§ **PROBLEM REQUIREMENTS**:
Reproduce the listing below exactly, beginning with its first line and ending with the line that holds "Which roads connect"; pictures are not part of the copy.

----------

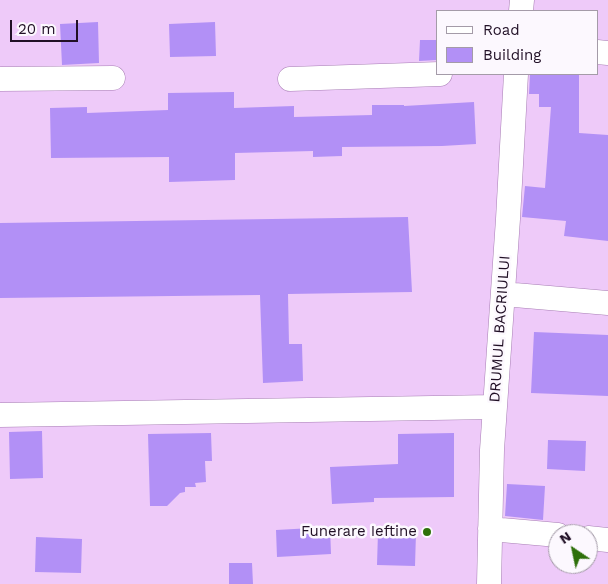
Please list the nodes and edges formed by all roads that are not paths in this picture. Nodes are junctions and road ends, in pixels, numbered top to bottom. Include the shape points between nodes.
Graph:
1 (436, 74) edge
2 (516, 75) edge
3 (113, 78) dead end
4 (0, 79) edge
5 (290, 79) dead end
6 (503, 294) junction
7 (608, 303) edge
8 (494, 407) junction
9 (0, 415) edge
10 (490, 529) junction
11 (548, 534) edge
12 (490, 584) edge

1 - 5 street
2 - 6 street, DRUMUL BACRIULUI
3 - 4 street
6 - 7 street
6 - 8 street, DRUMUL BACRIULUI
8 - 9 street
8 - 10 street, DRUMUL BACRIULUI
10 - 11 street
10 - 12 street, DRUMUL BACRIULUI

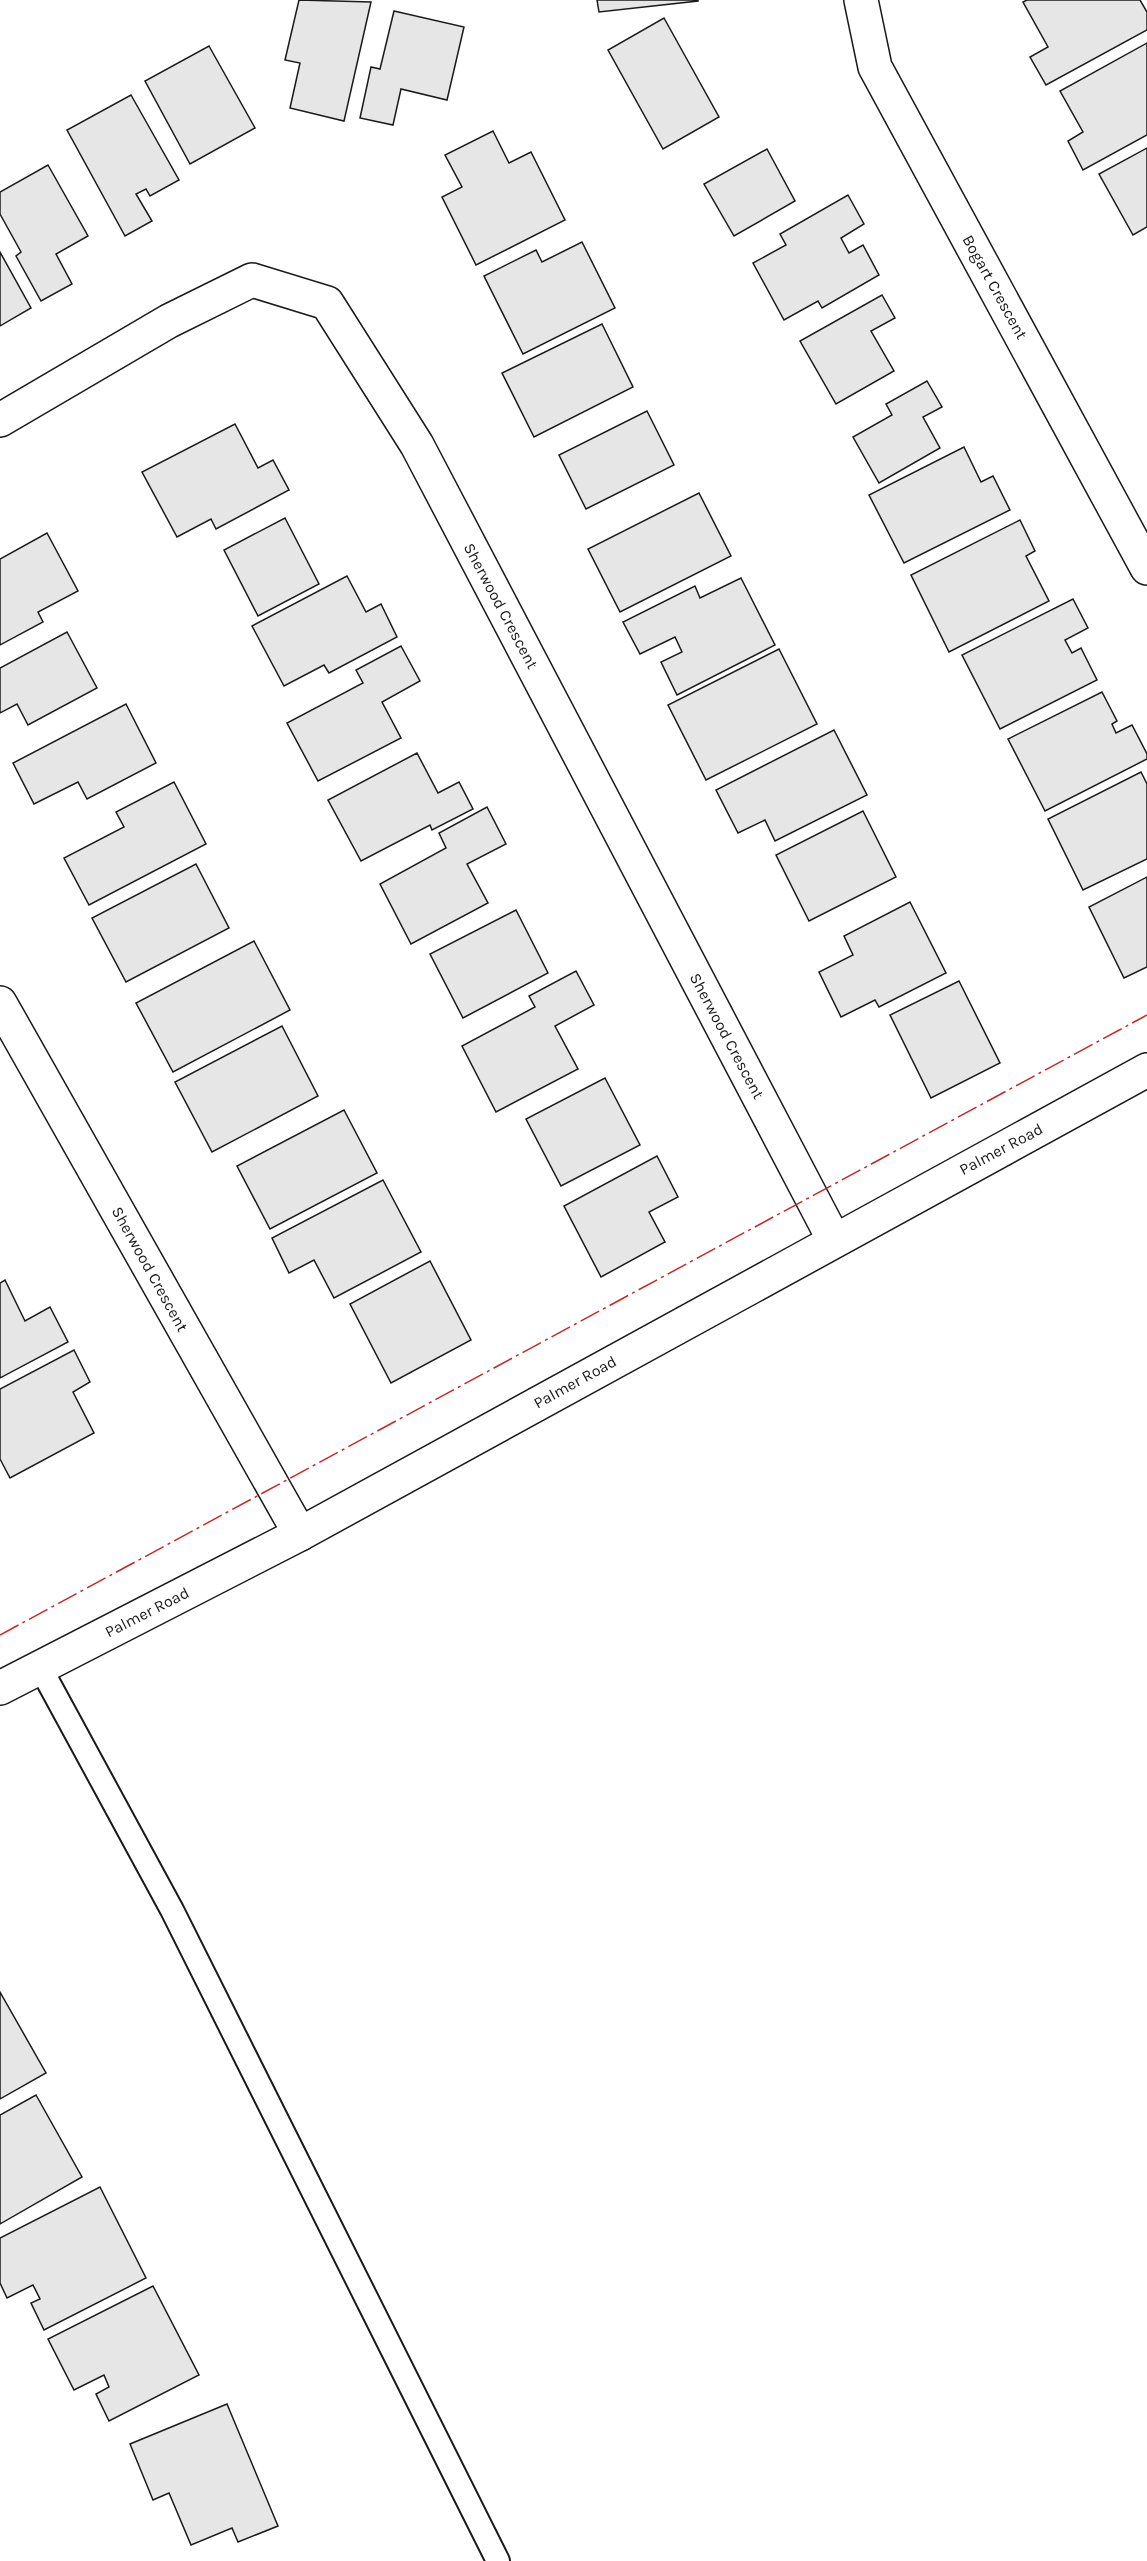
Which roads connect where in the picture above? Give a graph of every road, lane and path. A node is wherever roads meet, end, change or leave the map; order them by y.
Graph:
1 (861, 0) edge
2 (0, 420) edge
3 (1147, 568) edge
4 (0, 1003) edge
5 (1147, 1070) edge
6 (834, 1240) junction
7 (300, 1534) junction
8 (40, 1667) junction
9 (0, 1688) edge
10 (498, 2561) edge

1 - 3 street, Bogart Crescent
2 - 6 street, Sherwood Crescent
4 - 7 street, Sherwood Crescent
5 - 6 street, Palmer Road
6 - 7 street, Palmer Road
7 - 8 street, Palmer Road
8 - 9 street, Palmer Road
8 - 10 lane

----------

§ **SOLUTION FOR THIS TASK**:
Please list the nodes and edges formed by all roads that are not paths in this picture. Nodes are junctions and road ends, in pixels, numbered top to bottom. Include the shape points between nodes.
Graph:
1 (436, 74) edge
2 (516, 75) edge
3 (113, 78) dead end
4 (0, 79) edge
5 (290, 79) dead end
6 (503, 294) junction
7 (608, 303) edge
8 (494, 407) junction
9 (0, 415) edge
10 (490, 529) junction
11 (548, 534) edge
12 (490, 584) edge

1 - 5 street
2 - 6 street, DRUMUL BACRIULUI
3 - 4 street
6 - 7 street
6 - 8 street, DRUMUL BACRIULUI
8 - 9 street
8 - 10 street, DRUMUL BACRIULUI
10 - 11 street
10 - 12 street, DRUMUL BACRIULUI

Which roads connect where in the picture above? Give a graph of every road, lane and path. A node is wherever roads meet, end, change or leave the map; order them by y.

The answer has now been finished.